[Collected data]
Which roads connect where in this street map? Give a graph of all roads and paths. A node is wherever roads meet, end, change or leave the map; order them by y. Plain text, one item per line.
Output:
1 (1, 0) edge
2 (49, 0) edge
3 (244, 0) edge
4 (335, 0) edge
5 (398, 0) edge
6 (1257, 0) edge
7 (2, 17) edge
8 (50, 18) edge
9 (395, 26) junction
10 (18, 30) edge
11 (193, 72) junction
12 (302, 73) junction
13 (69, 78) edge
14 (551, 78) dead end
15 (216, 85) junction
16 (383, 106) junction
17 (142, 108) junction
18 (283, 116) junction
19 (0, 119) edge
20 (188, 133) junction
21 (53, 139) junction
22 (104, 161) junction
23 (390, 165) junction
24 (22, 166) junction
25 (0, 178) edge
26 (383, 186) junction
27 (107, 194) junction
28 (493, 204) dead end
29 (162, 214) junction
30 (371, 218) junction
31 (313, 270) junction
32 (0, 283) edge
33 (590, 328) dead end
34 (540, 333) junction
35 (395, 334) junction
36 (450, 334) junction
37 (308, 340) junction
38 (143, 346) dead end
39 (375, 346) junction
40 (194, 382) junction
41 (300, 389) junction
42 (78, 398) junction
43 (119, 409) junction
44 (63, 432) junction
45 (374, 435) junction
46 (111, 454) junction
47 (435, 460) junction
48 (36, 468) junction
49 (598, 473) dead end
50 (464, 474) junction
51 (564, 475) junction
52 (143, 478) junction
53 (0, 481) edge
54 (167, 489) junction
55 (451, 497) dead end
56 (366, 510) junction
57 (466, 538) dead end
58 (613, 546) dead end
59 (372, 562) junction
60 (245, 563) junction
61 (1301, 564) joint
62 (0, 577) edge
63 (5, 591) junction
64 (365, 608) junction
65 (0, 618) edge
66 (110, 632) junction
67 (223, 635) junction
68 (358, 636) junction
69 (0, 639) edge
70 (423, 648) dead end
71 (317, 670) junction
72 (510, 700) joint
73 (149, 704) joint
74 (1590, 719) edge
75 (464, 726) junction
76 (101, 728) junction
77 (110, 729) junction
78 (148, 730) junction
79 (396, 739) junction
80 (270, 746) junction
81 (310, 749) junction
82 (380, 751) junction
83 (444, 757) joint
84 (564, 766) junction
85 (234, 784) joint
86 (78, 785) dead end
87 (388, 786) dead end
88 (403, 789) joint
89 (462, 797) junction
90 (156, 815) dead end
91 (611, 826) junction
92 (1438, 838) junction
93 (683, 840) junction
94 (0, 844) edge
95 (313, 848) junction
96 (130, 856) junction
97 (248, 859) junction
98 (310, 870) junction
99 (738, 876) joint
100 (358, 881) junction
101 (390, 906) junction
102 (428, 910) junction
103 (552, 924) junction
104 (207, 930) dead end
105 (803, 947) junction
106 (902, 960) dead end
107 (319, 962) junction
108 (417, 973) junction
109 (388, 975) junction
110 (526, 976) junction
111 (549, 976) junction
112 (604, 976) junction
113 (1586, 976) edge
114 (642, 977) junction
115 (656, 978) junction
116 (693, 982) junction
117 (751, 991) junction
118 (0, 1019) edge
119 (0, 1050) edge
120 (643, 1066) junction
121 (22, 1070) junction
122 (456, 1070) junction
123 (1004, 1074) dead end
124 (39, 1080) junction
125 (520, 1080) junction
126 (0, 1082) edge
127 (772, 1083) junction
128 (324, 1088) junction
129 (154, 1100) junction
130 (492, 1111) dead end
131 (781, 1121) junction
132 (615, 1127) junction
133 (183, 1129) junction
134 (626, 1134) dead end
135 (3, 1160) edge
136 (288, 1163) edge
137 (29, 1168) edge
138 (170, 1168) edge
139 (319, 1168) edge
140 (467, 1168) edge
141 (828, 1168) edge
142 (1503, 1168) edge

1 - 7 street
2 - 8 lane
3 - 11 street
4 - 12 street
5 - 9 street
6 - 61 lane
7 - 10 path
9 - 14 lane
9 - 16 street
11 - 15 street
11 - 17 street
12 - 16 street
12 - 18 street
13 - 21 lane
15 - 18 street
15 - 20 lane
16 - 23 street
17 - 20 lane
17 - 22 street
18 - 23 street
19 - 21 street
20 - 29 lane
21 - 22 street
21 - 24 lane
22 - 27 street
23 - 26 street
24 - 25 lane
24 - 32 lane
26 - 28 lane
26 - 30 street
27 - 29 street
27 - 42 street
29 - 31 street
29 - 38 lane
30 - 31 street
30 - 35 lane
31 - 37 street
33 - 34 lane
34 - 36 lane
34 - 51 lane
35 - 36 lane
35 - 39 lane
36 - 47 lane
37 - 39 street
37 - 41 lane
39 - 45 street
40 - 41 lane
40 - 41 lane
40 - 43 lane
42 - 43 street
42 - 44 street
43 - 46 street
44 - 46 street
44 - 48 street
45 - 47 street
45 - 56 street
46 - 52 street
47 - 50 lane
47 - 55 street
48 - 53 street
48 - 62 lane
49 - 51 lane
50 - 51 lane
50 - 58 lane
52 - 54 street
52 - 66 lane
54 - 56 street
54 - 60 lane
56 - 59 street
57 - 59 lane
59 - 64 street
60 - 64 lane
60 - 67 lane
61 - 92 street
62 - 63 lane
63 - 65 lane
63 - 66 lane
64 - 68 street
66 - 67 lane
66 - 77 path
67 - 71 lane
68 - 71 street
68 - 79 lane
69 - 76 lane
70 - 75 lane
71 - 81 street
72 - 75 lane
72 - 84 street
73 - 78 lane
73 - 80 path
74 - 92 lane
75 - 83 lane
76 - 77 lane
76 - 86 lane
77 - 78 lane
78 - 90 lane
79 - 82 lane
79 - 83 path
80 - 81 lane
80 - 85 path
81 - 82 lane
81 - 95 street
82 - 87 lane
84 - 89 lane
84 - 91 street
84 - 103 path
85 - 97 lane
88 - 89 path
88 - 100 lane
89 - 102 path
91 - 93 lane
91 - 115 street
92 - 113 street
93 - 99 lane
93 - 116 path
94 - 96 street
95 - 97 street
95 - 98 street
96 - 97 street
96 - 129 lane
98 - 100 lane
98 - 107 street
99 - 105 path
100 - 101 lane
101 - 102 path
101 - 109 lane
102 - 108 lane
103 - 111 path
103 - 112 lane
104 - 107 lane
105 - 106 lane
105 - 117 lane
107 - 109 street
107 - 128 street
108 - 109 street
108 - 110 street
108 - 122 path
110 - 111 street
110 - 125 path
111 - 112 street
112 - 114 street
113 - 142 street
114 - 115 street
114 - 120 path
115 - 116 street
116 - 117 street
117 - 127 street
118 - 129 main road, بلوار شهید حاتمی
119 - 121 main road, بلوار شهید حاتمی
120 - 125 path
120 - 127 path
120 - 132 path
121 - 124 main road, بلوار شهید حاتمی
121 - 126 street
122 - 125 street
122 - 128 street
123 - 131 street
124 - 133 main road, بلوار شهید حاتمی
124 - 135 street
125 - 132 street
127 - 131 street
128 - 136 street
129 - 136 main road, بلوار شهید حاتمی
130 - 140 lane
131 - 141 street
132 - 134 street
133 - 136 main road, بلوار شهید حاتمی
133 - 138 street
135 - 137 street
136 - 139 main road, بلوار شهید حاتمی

— Assigned task —
How many lines of the entries contain the string "حاتمی"? Answer with a number and no other words.

— Answer to the problem —
7